Another point is that if you’re going to test this out, that’s exactly what I’d like you to do: test it. There are different methods for doing this. I mentioned that I was following the 8/16 method, which involves eating for eight hours and fasting for 16 hours. However, there are various ways to approach this as well. For instance, one traditional method is to stop eating at a certain time in the evening, maybe 6:00, 7:00, or 8:00 pm, and then fast until the next morning, around 7:00 or 8:00 am. That’s a solid 12-hour fast, too. We refer to that as the crescendo method of intermittent fasting. So, we’re going to increase the intensity gradually. This will allow your body to adjust, preventing too much shock. This way, you won’t experience excessive hunger, like I did, for example. Your body will have a bit more time to adapt.


Here are three quick tips for mitigating some of the negative side effects of intermittent fasting.

The first thing is, and I learned this about a week in, I wondered how I could curb these hunger pangs, which are really distracting and make me quite irritable. So, I used a supplement called M.C.T. oil, or medium-chain triglycerides derived from coconut oil. They process it in such a way that it becomes highly digestible into energy without triggering an insulin response. That’s what we aim to achieve with intermittent fasting: controlling the insulin response.


If you’re insulin insensitive, for instance, if you have issues with insulin sensitivity, which is really borderline type two diabetes, we want to ensure that insulin remains as low as possible for as long as possible. That’s the key component for the long-term health benefits. If you fall into the category of someone who might have issues that could lead to type two diabetes, M.C.T. oil may be a supplement for you to consider after doing your own research or consulting with your doctor.


The second thing is to drink plenty of water, as this can help you feel a bit fuller. It’s definitely a false fullness since it exits your system just as quickly as it enters, but it offers some relief in that regard.


The third tip I can give you to make intermittent fasting a bit easier and more successful is to exercise in the morning. If you’re fasting in the morning, I recommend exercising because what happens is that another hormone, known as endorphins — something you may have heard of, especially if you’re a runner — comes into play. That’s where the runner’s high comes from; endorphins are the natural painkiller molecules generated in our bodies during exercise. They are also a great way to alleviate hunger pangs and provide pain relief.

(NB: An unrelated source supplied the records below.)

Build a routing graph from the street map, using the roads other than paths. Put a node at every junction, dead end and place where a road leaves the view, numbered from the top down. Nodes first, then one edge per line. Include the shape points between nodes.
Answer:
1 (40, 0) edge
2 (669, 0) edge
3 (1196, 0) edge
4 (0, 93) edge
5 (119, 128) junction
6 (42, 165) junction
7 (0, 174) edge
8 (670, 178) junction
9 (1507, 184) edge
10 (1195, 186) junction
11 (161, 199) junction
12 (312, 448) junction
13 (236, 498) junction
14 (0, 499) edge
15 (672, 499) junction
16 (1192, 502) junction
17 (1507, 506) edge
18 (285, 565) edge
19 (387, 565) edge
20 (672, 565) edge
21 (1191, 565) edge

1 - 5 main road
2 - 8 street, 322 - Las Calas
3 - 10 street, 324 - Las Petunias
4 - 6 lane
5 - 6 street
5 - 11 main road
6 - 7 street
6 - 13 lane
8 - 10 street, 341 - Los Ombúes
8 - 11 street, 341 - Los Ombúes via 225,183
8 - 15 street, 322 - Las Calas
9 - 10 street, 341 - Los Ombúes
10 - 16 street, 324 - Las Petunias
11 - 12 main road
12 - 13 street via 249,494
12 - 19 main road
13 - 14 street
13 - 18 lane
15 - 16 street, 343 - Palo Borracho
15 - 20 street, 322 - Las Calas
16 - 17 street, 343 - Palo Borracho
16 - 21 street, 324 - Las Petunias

So, the verdict: thumbs down or thumbs up?

Sorry, but I’m giving intermittent fasting a thumbs up. Although it didn’t work for me regarding weight loss — I actually gained weight on this meal scheduling program — I can see how it might help someone control their hunger in the future.


Let’s face it, when we’re trying to lose weight, we will experience some hunger, and if we’re struggling with that, we’re likely to go through the rollercoaster or yo-yo effect of dieting, continually binging or dieting in an endless cycle.


I think this experience really teaches you that you can manage your hunger. You can get through it. To be honest, after the two weeks I followed this, it became my norm. Even though I completed what I consider a substantial test of 14 days, I didn’t want to stop. I continued because, once again, it simply became my habit. I got used to it.


Here’s another aspect: it gets a thumbs up from me because it’s easy. It does not require you to eat specific foods or avoid others. It doesn’t mandate a certain number of meals per day; there are no strict rules or regulations. It’s quite straightforward: either you’re eating or you’re not eating.


In the long term, I truly believe this could be substantial. As long as you can endure the period of feeling hungry and muster enough willpower to push through, it becomes normal for you. You won’t have to deal with what everyone else faces in traditional diets, which often involve a lot of effort.